Communiqués de presse pour ce dossier:

Anglais:

Mandat de l’UES

L’Unité des enquêtes spéciales (« l’UES » ou « l’Unité ») est un organisme civil d’application de la loi qui mène des enquêtes sur les incidents à l’origine de blessures graves, de décès ou d’allégations d’agressions sexuelles, dans lesquels des agents de police sont en cause. La compétence de l’Unité s’étend à plus de 50 corps de police municipaux, régionaux et provinciaux dans l’ensemble de l’Ontario.

En vertu de la Loi sur les services policiers, le directeur de l’UES doit déterminer, d’après les preuves recueillies dans une enquête, si un agent a commis une infraction criminelle en rapport avec l’incident faisant l’objet de l’enquête. Si, à la suite de l’enquête, il existe des motifs raisonnables de croire qu’une infraction a été commise, le directeur a le pouvoir de déposer un chef d’accusation à l’encontre de l’agent. Subsidiairement, s’il n’y a aucun motif raisonnable de croire qu’une infraction criminelle a été commise, le directeur ne dépose pas d’accusation, mais remet un rapport au procureur général pour l’informer des résultats de l’enquête.

Restrictions concernant la divulgation de renseignements

Loi sur l’accès à l’information et la protection de la vie privée (« LAIPVP »)

En vertu de l’article 14 de la LAIPVP (article relatif à l’application de la loi), certains renseignements peuvent être omis du présent rapport, notamment s’il est raisonnable de s’attendre à ce que leur divulgation ait pour effet, selon le cas :
  • de révéler des techniques et procédés d’enquête confidentiels utilisés par des organismes chargés de l’exécution de la loi;
  • de faire obstacle à une question qui concerne l’exécution de la loi ou à une enquête menée préalablement à une instance judiciaire. 

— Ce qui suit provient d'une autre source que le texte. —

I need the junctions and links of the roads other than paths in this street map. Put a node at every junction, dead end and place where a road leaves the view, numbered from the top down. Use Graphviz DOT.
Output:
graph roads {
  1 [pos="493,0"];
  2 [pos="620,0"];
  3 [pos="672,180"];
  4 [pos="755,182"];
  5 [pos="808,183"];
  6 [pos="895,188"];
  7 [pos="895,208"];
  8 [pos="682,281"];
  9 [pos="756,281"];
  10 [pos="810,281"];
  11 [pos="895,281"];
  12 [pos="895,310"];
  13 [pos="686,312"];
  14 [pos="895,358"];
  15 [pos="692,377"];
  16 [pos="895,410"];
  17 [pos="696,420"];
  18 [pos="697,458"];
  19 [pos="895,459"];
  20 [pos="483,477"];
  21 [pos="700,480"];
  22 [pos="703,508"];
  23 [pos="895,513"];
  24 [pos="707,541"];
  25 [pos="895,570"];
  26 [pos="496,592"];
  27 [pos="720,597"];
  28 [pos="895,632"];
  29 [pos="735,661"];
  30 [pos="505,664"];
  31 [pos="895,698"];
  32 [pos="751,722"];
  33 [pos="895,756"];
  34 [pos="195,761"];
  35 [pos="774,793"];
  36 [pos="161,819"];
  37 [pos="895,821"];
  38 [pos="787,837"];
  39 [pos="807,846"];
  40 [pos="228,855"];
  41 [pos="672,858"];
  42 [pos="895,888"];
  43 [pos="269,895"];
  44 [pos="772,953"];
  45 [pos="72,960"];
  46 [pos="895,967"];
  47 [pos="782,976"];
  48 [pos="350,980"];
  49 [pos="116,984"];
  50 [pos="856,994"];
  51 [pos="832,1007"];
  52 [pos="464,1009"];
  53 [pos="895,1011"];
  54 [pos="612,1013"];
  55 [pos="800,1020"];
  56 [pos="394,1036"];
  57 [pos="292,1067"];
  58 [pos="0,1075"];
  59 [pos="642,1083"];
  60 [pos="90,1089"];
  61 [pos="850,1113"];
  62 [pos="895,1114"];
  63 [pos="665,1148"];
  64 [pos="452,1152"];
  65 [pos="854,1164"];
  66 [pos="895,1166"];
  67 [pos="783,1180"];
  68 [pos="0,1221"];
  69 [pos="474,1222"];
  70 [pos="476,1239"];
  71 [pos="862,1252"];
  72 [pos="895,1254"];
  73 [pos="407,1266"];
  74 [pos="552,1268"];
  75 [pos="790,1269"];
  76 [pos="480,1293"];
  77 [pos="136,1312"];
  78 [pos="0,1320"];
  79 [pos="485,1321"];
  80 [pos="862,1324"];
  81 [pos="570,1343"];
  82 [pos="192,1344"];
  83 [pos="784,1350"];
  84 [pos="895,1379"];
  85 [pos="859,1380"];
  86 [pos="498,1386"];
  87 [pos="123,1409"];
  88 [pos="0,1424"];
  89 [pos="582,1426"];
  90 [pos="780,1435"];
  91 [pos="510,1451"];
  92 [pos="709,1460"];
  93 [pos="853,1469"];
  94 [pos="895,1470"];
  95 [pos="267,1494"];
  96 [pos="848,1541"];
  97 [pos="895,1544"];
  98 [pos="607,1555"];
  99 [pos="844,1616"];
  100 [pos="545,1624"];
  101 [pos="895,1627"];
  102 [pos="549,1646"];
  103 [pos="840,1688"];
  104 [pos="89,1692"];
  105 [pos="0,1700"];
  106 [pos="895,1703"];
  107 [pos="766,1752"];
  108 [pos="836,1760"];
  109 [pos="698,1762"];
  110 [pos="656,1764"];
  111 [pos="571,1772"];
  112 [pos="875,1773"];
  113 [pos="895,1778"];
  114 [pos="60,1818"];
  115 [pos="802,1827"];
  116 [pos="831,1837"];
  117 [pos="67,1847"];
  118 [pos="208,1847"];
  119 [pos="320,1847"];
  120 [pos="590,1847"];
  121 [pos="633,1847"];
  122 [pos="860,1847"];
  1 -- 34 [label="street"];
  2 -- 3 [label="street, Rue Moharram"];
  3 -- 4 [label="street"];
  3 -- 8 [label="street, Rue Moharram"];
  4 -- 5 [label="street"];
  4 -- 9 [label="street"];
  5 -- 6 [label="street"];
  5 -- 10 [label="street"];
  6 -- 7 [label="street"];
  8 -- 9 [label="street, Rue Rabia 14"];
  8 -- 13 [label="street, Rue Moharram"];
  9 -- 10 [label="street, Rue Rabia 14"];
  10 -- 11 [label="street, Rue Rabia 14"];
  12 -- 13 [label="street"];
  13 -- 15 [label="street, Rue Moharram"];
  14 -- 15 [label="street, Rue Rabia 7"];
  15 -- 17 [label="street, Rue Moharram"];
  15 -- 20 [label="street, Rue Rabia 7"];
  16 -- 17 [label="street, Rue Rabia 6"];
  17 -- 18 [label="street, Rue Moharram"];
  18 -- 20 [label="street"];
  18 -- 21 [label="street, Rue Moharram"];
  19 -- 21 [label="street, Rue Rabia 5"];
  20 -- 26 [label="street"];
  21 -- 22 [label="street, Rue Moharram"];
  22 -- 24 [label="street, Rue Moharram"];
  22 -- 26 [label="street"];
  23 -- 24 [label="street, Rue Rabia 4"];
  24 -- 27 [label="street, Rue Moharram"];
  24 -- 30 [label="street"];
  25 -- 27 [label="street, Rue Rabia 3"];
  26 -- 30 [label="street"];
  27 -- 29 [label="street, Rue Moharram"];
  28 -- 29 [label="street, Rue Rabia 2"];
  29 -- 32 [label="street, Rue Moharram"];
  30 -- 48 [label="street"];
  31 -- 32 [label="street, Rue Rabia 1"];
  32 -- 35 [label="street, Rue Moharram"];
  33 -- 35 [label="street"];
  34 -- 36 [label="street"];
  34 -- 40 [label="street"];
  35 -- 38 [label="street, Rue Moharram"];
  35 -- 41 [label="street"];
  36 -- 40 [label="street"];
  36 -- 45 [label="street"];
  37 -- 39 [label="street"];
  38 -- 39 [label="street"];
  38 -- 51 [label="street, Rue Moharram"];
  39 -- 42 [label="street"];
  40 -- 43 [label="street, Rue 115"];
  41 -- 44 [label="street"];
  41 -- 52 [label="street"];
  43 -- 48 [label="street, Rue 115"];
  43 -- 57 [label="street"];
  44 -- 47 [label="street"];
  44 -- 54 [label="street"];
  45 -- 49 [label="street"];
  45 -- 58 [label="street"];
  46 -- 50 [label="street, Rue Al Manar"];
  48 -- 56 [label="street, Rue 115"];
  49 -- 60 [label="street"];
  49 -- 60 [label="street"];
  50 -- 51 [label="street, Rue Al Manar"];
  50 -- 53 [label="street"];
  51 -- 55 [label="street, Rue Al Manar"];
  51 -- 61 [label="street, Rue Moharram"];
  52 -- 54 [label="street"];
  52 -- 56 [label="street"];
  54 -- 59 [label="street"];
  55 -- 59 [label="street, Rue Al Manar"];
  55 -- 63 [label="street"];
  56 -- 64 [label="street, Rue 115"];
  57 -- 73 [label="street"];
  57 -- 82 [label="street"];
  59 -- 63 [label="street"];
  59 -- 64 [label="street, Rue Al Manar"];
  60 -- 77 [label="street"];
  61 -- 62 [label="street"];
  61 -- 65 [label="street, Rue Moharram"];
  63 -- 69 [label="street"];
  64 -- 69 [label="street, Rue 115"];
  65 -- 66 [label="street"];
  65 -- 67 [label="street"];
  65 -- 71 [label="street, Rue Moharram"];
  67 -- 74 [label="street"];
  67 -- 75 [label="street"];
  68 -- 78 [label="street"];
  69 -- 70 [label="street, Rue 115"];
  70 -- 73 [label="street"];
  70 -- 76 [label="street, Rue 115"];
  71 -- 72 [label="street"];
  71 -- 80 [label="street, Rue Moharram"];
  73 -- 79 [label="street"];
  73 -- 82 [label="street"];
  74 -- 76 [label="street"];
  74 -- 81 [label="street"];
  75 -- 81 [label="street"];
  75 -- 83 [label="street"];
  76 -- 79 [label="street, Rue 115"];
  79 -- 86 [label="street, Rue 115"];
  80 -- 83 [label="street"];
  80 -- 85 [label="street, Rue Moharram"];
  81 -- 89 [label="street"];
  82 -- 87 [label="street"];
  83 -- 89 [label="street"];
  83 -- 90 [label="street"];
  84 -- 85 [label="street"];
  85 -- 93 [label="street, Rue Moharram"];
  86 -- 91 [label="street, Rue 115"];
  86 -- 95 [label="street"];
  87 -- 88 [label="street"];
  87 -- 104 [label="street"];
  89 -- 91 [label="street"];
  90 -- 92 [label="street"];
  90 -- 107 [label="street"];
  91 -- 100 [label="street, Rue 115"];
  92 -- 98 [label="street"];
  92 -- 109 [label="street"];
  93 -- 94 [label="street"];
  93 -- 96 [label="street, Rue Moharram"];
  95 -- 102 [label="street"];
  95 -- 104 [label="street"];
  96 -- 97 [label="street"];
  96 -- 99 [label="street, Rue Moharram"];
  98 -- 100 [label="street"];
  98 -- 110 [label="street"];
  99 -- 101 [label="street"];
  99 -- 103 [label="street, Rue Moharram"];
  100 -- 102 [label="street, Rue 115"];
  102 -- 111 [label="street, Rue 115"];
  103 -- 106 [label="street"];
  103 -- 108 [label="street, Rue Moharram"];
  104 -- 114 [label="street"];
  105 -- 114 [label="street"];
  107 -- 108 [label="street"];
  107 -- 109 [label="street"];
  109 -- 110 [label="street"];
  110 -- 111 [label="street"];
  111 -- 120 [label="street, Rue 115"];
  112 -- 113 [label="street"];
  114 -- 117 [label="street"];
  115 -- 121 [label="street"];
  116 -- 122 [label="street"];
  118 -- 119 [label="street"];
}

En vertu de l’article 21 de la LAIPVP (article relatif à la vie privée), le présent rapport ne contient aucun renseignement personnel protégé, notamment :
  • le nom de tout agent impliqué;
  • le nom de tout agent témoin;
  • le nom de tout témoin civil;
  • les renseignements sur le lieu de l’incident; 
  • les déclarations des témoins et les éléments de preuve qui ont été fournis à l’UES à titre confidentiel dans le cadre de l’enquête; 
  • d’autres identifiants susceptibles de révéler des renseignements personnels sur les personnes concernées par l’enquête

Loi de 2004 sur la protection des renseignements personnels sur la santé (« LPRPS »)

En vertu de la LPRPS, le présent document ne contient aucun renseignement personnel lié à la santé de personnes identifiables. 

Autres instances, processus et enquêtes

Il se peut que certains renseignements aient été omis du présent rapport parce que leur divulgation pourrait compromettre l’intégrité d’autres instances liées au même incident, par exemple des instances pénales, des enquêtes du coroner, d’autres instances publiques ou d’autres enquêtes menées par des organismes d’application de la loi.

Exercice du mandat

L’Unité des enquêtes spéciales (« l’UES » ou « l’Unité ») est un organisme civil d’application de la loi qui mène des enquêtes sur les incidents à l’origine de blessures graves, de décès ou d’allégations d’agressions sexuelles, dans lesquels des agents de police sont en cause. La compétence de l’Unité s’étend à plus de 50 corps de police municipaux, régionaux et provinciaux dans l’ensemble de l’Ontario.

En vertu de la Loi sur les services policiers, le directeur de l’UES doit déterminer, d’après les preuves recueillies dans une enquête, si un agent a commis une infraction criminelle en rapport avec l’incident faisant l’objet de l’enquête. Si, à la suite de l’enquête, il existe des motifs raisonnables de croire qu’une infraction a été commise, le directeur a le pouvoir de déposer un chef d’accusation à l’encontre de l’agent. Subsidiairement, s’il n’y a aucun motif raisonnable de croire qu’une infraction criminelle a été commise, le directeur ne dépose pas d’accusation, mais remet un rapport au procureur général pour l’informer des résultats de l’enquête.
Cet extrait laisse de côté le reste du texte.